Without fail there are pigeons, and without fail there are children running after them, arms flapping as if they themselves might take off into the sky with their feathered playmates. Parents call halfheartedly, trying to get them to return to the ticket line or the family photo, but these children will have none of it. Screeches of delight are the only response possible.

Somewhere along the way, however, we stop chasing pigeons. We stand in queues, take photographs, stare at maps. We ooh and aah at cathedrals, admire art, plan our next stop, all the while wondering why this isn't so fun anymore.

With adulthood comes the burden of planning and preparing to make sure everything goes right. After all, travel is hard and can be expensive and wouldn't it be a shame to have everything fall to pieces because we were looking at birds?

On our last trip, we discovered that traveling really is difficult and tiring. We found ourselves with twisted ankles, sore backs, gross hair, and bad skin. I gained a lot of weight (which I have already surpassed this time around in the past two months, thanks to delicious Dutch croquettes and ice cream) and Ricky lost a lot of weight. Our diets are a mess and we're lucky if we remember to change our clothes every few days.

All told, sometimes it feels like we're falling to bits, and how can one chase pigeons in that state?

But really, it's not about the pigeons. And it's not about the falling to bits. It's about finding joy and not forcing it. It's about just doing the thing that will make you smile, no matter what that thing is. Chase the pigeons. Smell the roses. Skip the stones. Kiss your spouse on a busy train. Go skinny dipping.

We can go to all the museums and temples and monuments in the world. We can take the best photos, see the oldest whatevers. But what we remember most is the feeling we have while traveling. And isn't it better to feel love and joy than the pressure of catching trains or paying entry fees?

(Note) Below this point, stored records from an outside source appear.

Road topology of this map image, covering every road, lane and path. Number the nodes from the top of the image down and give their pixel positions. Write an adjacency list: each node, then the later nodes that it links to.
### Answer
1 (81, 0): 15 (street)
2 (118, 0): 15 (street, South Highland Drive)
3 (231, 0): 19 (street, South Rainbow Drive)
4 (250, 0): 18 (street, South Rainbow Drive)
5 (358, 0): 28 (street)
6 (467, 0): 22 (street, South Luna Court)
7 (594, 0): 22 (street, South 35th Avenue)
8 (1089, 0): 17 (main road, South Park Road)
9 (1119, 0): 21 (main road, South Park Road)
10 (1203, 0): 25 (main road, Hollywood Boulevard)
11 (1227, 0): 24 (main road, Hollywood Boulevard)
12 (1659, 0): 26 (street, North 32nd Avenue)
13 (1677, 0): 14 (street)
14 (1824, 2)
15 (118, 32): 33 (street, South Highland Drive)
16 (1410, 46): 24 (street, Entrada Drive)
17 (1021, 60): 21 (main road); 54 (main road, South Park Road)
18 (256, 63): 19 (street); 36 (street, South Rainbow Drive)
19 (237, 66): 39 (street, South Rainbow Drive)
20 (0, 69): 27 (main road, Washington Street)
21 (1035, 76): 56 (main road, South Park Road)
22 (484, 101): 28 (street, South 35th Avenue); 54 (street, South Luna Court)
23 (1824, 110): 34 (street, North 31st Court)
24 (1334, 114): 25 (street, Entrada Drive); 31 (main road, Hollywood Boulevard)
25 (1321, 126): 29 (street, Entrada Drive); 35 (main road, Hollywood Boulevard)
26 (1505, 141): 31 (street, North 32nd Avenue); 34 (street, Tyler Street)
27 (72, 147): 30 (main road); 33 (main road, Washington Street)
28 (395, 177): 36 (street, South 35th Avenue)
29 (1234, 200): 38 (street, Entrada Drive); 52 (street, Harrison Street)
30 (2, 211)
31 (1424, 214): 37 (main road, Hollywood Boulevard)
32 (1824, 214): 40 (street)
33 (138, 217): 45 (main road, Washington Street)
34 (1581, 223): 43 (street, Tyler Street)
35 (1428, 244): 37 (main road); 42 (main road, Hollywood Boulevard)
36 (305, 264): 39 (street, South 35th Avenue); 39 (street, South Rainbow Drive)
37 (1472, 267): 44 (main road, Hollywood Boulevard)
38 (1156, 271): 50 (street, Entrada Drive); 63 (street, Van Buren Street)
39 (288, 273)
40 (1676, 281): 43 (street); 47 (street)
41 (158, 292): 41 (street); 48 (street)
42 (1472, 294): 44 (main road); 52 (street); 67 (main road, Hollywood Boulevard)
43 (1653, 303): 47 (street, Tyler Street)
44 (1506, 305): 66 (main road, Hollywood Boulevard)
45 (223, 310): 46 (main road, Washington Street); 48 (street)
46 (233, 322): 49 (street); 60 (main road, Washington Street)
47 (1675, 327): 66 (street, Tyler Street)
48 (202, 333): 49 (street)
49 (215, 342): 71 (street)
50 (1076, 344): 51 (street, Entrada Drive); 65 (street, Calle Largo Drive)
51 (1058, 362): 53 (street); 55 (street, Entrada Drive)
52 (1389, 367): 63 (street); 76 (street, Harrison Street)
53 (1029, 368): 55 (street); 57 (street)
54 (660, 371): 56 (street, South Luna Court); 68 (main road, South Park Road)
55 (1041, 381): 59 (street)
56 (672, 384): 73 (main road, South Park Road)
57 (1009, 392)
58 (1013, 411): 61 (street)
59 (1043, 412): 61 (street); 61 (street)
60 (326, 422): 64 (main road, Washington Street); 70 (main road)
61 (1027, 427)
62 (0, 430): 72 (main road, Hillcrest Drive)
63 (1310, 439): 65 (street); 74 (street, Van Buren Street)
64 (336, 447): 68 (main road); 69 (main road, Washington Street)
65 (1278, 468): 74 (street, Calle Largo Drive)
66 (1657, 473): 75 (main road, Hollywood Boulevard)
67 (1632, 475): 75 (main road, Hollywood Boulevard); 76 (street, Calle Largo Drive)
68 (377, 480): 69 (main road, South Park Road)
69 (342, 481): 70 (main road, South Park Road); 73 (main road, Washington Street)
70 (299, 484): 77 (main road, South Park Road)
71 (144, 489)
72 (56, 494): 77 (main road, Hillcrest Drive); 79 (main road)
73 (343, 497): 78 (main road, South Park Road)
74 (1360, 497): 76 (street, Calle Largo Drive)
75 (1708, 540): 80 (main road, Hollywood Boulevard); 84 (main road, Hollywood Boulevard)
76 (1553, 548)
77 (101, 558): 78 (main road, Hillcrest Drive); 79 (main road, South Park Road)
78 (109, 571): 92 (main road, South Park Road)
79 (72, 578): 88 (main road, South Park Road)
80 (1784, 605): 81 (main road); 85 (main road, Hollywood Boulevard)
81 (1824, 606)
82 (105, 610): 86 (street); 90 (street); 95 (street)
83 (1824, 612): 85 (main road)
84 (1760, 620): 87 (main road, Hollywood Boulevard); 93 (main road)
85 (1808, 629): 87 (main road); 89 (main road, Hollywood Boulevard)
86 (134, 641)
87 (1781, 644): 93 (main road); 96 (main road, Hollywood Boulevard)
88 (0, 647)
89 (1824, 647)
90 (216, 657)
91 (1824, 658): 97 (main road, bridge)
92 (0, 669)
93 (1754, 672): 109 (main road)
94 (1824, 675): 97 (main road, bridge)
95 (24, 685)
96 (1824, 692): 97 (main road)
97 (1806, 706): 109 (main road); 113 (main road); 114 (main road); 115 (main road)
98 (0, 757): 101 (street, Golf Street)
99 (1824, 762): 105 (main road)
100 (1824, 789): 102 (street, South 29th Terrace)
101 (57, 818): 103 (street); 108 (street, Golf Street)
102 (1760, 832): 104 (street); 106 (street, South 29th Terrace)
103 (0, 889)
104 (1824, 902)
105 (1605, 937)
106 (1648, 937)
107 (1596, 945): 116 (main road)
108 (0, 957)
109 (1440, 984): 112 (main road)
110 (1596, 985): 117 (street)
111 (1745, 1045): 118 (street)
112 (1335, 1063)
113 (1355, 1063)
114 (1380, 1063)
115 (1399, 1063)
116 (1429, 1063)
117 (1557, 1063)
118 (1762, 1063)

We are by no means experts and finding joy each day. Sometimes we rush, sometimes we focus on the wrong things. Sometimes we hole up in our hostel and keep our nose in our screens playing solitaire or reading the news when there's a whole world out there, with flocks of pigeons.

So, we'll do better. We'll do better at finding joy, taking pleasure in small moments. We'll do better to love wherever we are and truly experience it.  And we'll try to do better about sharing our experiences here on the blog, on Instagram, and especially on YouTube.

And if we don't post often, well, hopefully we're out chasing pigeons somewhere.